TASK BRIEF: A bare number is the only acceptable answer: how many lines of these entries include "學田路便行巷"?

── INPUT RECORDS

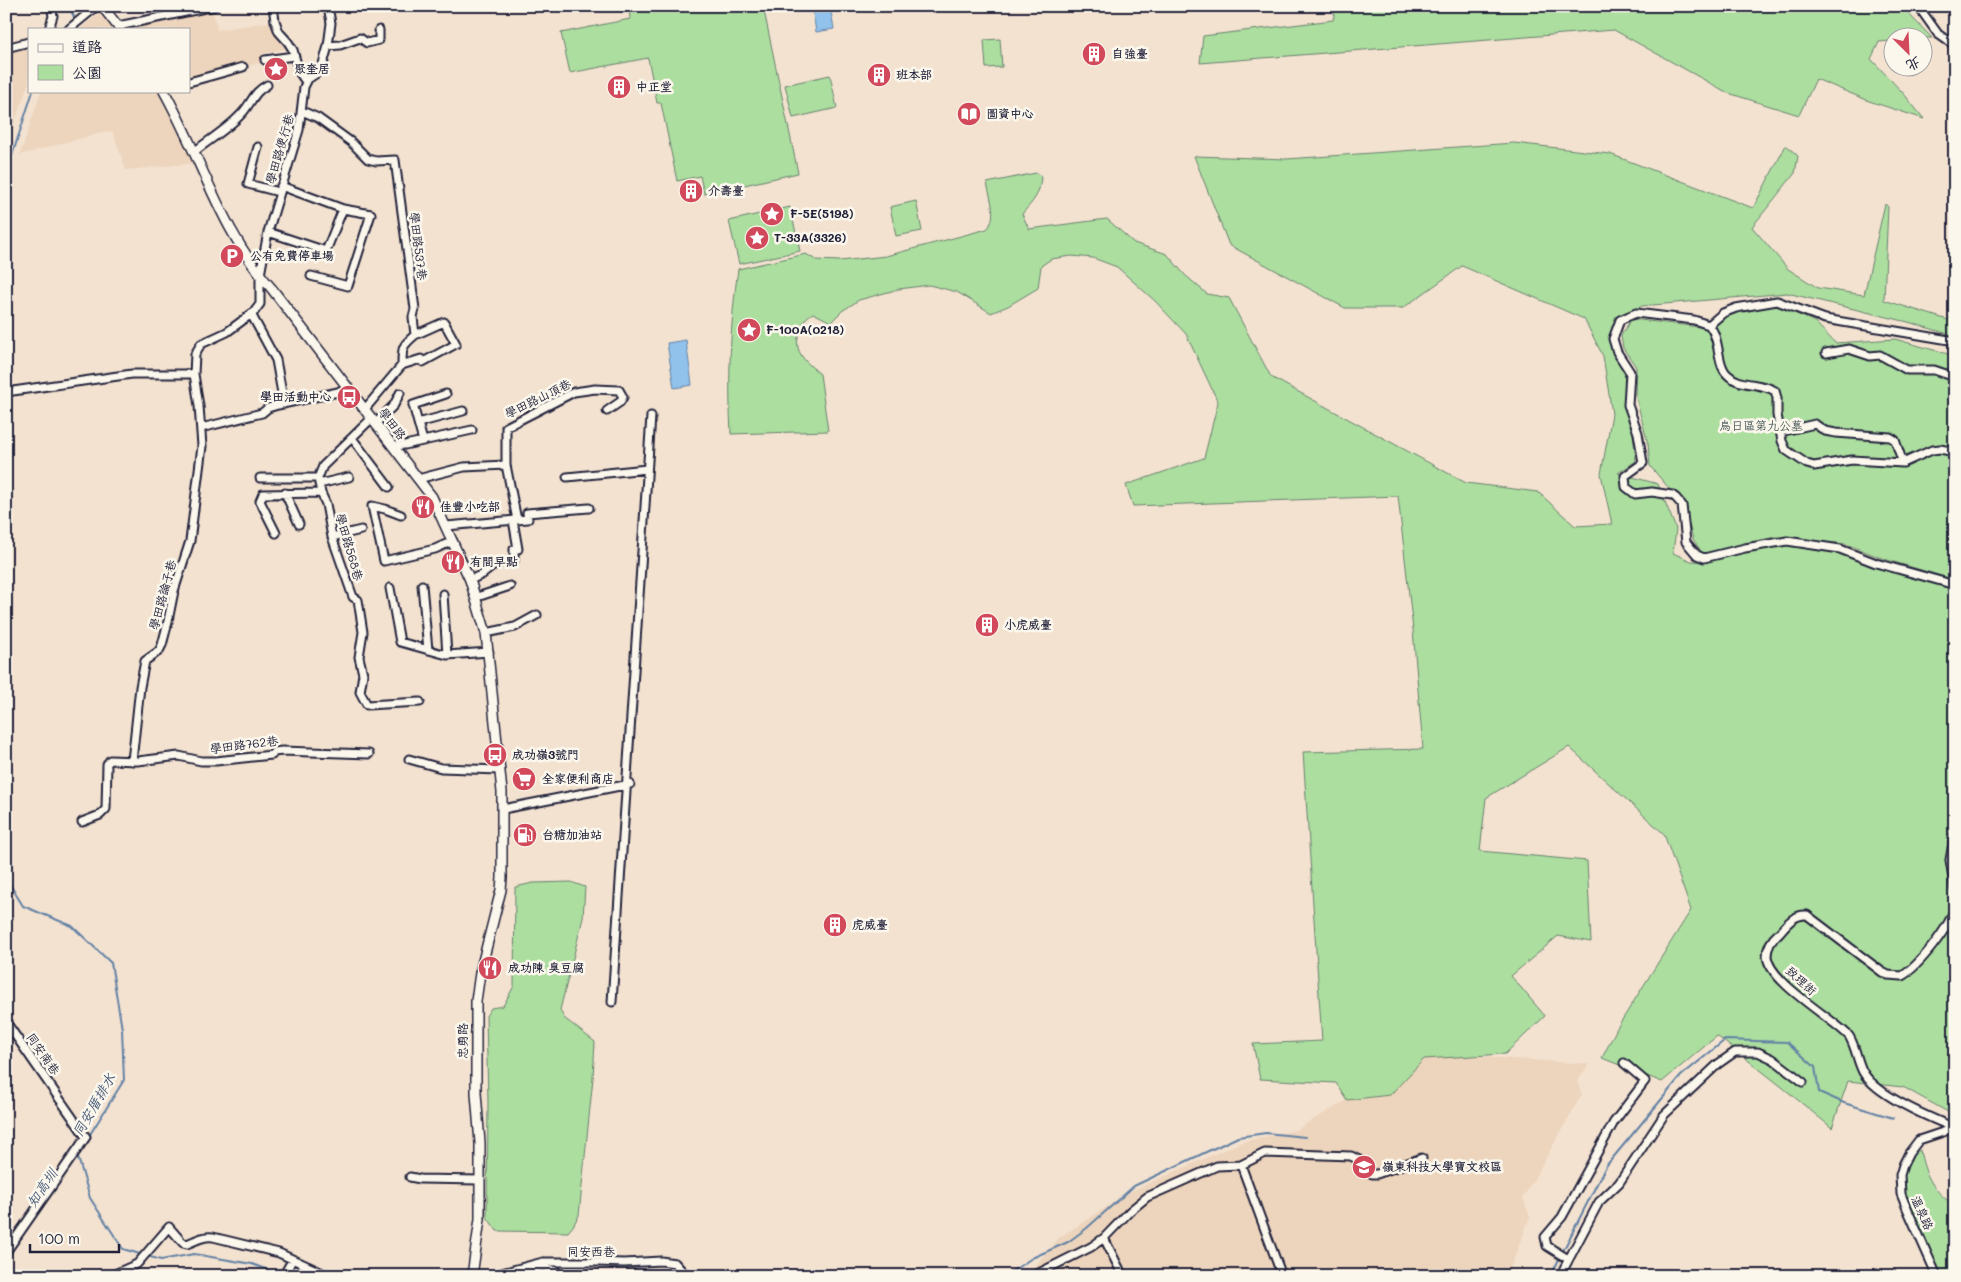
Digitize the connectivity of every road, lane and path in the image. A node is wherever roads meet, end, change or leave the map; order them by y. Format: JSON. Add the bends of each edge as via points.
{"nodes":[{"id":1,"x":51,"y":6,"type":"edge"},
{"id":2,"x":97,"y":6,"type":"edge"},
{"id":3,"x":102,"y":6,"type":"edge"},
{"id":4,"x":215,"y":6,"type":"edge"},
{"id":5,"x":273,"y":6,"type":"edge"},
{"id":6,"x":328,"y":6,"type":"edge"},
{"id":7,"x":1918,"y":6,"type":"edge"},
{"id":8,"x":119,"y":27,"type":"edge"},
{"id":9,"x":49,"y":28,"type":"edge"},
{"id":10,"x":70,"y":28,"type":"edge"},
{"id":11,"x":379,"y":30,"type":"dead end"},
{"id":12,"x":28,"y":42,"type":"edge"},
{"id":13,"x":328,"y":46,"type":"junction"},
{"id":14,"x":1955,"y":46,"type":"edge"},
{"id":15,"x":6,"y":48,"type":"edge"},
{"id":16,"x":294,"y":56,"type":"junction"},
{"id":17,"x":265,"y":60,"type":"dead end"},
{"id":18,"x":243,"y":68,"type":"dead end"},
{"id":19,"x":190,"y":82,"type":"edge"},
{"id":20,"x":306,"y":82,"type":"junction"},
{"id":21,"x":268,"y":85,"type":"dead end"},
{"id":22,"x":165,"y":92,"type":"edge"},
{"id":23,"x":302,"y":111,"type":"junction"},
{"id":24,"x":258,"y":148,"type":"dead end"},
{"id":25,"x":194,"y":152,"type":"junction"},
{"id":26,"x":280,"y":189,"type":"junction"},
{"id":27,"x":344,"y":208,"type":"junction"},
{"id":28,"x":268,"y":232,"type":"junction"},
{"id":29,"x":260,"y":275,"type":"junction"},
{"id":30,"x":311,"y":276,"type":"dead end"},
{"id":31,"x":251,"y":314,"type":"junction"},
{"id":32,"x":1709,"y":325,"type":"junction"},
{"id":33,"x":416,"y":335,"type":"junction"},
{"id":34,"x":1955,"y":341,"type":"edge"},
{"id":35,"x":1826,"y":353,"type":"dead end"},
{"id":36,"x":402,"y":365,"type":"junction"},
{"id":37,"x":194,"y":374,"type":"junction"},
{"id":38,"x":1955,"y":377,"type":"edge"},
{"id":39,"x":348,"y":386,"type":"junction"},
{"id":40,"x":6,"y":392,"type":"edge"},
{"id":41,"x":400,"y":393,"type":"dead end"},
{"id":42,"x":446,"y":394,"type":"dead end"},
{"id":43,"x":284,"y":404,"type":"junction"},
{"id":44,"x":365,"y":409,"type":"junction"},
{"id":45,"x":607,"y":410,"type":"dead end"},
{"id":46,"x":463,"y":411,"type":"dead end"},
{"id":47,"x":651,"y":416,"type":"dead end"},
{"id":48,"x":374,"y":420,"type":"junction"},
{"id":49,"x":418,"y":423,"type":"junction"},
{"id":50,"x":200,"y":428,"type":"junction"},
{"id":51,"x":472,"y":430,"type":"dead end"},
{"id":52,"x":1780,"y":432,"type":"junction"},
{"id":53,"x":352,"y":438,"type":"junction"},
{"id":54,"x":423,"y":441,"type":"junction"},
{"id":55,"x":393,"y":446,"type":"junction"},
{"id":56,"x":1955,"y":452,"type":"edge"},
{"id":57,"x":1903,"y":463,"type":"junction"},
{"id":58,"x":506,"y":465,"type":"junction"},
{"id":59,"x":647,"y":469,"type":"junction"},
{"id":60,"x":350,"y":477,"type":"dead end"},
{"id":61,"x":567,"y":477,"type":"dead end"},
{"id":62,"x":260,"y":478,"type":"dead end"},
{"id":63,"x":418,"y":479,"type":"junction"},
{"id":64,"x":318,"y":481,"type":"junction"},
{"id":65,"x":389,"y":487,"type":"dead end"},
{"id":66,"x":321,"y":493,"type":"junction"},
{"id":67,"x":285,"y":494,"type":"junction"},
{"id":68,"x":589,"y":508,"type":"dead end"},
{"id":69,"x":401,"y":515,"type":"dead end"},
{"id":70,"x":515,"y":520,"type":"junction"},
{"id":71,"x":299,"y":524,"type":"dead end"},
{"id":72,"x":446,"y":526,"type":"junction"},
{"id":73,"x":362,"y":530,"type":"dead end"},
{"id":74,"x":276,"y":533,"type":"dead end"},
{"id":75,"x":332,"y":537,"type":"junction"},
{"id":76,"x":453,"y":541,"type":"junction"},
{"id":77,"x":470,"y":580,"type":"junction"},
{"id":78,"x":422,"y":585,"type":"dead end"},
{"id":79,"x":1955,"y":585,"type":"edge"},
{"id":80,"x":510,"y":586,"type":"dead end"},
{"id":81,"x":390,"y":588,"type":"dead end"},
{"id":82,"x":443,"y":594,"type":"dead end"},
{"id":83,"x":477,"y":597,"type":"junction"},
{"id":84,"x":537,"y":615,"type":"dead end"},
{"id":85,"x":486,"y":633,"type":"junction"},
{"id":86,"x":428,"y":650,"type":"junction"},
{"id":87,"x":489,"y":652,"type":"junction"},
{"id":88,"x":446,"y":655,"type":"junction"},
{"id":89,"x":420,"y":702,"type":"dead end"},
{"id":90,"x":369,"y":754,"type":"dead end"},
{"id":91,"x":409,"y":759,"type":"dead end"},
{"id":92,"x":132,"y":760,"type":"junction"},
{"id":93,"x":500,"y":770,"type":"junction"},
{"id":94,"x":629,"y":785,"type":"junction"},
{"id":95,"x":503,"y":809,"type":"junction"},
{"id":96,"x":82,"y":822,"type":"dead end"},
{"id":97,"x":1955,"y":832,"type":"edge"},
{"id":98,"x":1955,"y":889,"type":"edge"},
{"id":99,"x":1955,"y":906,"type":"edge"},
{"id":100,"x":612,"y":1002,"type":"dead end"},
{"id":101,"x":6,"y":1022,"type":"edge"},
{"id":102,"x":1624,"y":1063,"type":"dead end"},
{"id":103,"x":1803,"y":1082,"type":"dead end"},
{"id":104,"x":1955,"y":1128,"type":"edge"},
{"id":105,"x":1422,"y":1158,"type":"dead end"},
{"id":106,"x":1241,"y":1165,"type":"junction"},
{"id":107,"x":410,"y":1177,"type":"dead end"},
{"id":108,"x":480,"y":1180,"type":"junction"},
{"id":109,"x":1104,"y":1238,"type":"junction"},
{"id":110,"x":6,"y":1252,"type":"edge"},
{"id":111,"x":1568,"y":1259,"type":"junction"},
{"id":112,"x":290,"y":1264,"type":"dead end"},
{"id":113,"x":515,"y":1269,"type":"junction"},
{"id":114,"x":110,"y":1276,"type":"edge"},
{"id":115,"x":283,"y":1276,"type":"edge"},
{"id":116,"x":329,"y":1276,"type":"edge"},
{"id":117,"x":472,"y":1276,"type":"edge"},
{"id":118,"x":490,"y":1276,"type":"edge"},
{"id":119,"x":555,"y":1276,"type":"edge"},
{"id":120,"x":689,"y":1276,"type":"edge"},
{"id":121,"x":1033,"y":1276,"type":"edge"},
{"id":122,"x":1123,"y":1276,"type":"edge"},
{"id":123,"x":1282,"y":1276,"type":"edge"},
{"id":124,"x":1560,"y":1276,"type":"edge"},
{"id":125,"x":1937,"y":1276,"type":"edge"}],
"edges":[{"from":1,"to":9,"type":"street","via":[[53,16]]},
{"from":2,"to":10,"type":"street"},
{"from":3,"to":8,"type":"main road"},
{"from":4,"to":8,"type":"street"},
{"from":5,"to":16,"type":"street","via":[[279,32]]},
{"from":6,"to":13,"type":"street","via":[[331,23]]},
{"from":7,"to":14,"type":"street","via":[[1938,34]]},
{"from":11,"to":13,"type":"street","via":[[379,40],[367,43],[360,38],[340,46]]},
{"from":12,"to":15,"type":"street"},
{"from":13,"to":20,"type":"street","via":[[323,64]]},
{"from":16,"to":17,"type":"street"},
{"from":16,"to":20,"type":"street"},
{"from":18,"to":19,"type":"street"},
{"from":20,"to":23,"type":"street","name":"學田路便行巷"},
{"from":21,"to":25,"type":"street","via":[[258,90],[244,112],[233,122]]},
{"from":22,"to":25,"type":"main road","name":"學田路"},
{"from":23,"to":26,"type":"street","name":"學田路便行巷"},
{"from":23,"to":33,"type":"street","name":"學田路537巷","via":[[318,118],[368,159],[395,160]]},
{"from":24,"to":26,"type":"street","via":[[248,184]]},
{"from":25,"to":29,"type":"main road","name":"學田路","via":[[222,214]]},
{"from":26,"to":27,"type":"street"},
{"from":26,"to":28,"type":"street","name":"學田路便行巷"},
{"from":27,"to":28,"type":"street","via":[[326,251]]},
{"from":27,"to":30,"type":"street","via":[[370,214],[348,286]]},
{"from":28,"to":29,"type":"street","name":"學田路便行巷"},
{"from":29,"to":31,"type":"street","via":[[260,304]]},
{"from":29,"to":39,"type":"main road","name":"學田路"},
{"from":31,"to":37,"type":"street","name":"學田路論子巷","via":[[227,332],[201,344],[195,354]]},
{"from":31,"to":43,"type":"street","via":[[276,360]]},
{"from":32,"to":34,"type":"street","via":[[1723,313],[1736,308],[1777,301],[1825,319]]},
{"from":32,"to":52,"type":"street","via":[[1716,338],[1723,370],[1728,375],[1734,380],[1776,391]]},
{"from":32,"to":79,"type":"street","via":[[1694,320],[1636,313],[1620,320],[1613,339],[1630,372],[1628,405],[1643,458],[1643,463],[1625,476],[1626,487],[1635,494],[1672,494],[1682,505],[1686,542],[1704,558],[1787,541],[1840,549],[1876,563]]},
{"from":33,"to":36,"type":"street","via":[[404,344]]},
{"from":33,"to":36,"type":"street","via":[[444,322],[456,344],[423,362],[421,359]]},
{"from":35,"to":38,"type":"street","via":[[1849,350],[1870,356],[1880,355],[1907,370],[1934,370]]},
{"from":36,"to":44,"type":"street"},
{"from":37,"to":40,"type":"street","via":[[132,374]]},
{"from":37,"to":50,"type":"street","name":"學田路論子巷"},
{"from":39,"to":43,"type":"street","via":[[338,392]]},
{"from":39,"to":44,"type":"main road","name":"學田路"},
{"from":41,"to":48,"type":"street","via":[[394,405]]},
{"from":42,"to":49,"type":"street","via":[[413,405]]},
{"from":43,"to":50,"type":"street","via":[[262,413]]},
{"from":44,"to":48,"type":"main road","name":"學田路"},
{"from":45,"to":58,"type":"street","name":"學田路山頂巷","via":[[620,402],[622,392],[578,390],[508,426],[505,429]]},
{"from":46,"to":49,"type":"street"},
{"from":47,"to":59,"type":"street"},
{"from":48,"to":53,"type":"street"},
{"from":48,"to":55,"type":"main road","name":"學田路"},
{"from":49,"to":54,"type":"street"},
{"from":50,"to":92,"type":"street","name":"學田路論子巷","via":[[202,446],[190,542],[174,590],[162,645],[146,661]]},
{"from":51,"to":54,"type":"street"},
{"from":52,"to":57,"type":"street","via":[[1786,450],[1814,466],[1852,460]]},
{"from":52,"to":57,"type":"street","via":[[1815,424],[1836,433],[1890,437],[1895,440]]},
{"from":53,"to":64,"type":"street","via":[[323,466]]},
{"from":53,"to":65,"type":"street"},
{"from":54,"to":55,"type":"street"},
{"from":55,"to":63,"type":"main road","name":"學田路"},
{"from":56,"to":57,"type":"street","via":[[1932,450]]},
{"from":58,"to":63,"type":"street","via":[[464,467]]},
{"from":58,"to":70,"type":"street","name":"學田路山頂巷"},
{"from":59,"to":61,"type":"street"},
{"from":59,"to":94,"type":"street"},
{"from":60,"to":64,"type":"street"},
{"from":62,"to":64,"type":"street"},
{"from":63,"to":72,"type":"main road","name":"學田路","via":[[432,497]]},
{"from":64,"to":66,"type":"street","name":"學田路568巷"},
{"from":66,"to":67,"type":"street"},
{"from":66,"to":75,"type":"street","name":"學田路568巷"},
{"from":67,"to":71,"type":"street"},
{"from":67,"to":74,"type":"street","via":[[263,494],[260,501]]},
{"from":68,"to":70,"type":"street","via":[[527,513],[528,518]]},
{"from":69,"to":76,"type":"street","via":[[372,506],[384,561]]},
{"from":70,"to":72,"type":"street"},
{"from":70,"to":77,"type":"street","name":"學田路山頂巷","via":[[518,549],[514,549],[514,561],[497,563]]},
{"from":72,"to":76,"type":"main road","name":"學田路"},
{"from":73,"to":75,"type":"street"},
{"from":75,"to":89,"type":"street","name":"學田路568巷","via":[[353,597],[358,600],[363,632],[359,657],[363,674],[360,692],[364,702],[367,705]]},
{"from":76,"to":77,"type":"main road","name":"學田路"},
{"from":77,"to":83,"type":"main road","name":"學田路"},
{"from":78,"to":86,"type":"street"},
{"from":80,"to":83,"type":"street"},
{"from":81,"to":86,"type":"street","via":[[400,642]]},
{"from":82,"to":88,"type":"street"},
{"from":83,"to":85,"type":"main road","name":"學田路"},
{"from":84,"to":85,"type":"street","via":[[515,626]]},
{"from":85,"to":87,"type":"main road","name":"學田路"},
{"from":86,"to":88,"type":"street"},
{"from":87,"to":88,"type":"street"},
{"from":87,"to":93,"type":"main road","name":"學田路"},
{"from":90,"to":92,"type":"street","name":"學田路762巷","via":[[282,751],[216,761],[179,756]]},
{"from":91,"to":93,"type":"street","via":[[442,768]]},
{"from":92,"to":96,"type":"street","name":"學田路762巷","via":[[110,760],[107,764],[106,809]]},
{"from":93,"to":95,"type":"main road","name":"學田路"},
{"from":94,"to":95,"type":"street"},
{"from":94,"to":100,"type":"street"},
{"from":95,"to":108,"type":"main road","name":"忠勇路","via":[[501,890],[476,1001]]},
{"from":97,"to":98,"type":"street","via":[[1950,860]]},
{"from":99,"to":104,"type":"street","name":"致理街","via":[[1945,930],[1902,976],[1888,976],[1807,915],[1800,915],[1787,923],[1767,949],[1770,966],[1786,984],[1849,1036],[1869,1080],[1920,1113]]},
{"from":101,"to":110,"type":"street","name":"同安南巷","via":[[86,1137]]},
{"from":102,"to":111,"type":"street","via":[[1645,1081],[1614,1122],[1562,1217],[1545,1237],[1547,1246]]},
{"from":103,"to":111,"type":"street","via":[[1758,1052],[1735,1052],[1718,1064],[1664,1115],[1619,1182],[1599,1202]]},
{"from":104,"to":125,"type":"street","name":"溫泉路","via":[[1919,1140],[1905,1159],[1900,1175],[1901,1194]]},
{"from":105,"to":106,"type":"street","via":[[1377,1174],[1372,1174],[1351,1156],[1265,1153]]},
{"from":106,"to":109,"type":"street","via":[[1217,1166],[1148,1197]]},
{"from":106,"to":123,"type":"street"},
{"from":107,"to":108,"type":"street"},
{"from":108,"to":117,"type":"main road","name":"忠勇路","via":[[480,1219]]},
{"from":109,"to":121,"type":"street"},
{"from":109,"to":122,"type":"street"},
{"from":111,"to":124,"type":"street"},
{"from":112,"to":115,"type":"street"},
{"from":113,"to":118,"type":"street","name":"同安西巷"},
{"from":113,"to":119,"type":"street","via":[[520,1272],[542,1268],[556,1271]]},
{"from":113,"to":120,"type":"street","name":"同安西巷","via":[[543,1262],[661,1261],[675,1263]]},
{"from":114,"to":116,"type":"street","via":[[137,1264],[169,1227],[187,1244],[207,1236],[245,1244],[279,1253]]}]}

────

SOLVED EXERCISE: 4